Copy each line of the data that has "nodes" in it.

________________________

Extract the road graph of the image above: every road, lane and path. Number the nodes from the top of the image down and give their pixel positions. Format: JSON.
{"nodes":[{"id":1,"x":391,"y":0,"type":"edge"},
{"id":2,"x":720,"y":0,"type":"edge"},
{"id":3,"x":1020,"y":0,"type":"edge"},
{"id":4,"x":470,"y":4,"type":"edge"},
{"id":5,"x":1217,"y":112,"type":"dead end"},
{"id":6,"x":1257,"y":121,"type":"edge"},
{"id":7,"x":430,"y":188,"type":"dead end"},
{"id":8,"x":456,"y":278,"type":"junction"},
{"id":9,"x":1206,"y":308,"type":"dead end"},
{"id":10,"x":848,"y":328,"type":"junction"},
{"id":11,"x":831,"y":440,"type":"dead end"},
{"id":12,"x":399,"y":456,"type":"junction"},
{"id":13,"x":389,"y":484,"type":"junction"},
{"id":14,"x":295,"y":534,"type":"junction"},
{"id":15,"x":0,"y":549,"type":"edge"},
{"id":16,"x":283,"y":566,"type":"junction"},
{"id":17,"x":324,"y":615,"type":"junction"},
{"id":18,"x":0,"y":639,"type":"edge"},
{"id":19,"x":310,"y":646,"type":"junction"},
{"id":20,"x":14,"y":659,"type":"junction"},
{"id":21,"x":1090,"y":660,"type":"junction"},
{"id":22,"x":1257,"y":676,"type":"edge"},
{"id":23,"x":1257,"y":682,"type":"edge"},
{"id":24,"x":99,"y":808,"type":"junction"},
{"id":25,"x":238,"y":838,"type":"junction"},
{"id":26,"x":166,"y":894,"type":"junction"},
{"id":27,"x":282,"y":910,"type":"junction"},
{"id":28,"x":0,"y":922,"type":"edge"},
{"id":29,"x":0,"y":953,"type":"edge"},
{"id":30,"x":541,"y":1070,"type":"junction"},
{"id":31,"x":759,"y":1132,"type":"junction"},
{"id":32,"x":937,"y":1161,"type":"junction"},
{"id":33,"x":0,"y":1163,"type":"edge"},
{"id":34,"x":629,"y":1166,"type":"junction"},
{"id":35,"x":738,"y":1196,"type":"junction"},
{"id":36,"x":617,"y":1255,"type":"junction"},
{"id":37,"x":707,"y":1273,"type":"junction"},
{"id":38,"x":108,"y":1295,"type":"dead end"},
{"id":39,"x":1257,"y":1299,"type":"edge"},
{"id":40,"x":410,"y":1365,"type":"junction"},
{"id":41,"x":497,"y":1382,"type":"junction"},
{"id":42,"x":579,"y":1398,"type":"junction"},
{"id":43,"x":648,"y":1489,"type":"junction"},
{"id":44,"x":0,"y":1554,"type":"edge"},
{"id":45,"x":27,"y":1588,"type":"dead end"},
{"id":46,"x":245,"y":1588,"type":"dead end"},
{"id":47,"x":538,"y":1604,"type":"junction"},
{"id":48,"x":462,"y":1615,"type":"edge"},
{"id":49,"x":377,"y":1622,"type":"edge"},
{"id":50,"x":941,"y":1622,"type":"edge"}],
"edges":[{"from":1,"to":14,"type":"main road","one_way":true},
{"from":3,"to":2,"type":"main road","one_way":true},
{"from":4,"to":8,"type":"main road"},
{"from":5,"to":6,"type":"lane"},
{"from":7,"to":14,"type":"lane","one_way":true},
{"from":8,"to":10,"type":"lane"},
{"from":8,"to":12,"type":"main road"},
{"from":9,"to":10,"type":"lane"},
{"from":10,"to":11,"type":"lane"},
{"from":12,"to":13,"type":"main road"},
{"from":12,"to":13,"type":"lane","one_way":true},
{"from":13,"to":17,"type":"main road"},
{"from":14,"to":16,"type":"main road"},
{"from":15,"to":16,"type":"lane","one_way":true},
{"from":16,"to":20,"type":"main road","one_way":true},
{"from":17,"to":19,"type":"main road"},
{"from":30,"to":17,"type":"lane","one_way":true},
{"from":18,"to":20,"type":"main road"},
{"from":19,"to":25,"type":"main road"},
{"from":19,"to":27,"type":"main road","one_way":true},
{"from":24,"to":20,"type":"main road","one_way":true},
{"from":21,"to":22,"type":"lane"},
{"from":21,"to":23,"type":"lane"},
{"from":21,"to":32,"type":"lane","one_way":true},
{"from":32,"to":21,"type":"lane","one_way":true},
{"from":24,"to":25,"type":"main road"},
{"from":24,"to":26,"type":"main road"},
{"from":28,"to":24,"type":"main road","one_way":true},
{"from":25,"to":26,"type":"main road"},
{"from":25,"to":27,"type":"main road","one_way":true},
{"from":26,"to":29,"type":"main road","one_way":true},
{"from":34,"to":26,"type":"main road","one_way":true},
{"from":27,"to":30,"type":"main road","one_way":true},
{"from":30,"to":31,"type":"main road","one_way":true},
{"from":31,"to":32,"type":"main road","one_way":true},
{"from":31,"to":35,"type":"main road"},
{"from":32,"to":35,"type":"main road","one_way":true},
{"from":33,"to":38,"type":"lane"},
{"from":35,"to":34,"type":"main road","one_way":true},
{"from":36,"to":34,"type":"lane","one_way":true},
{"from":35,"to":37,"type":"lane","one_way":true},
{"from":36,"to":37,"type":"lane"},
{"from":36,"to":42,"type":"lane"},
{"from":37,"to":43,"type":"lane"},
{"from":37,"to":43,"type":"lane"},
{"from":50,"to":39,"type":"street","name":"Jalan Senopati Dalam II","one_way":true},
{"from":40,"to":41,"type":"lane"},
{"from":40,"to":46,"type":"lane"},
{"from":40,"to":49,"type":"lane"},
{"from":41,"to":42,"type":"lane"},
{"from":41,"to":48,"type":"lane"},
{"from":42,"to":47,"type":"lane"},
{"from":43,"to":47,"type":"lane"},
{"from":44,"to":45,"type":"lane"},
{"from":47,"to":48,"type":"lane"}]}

________________________

_Problem solution_
Extract the road graph of the image above: every road, lane and path. Number the nodes from the top of the image down and give their pixel positions. Format: JSON.
{"nodes":[{"id":1,"x":391,"y":0,"type":"edge"},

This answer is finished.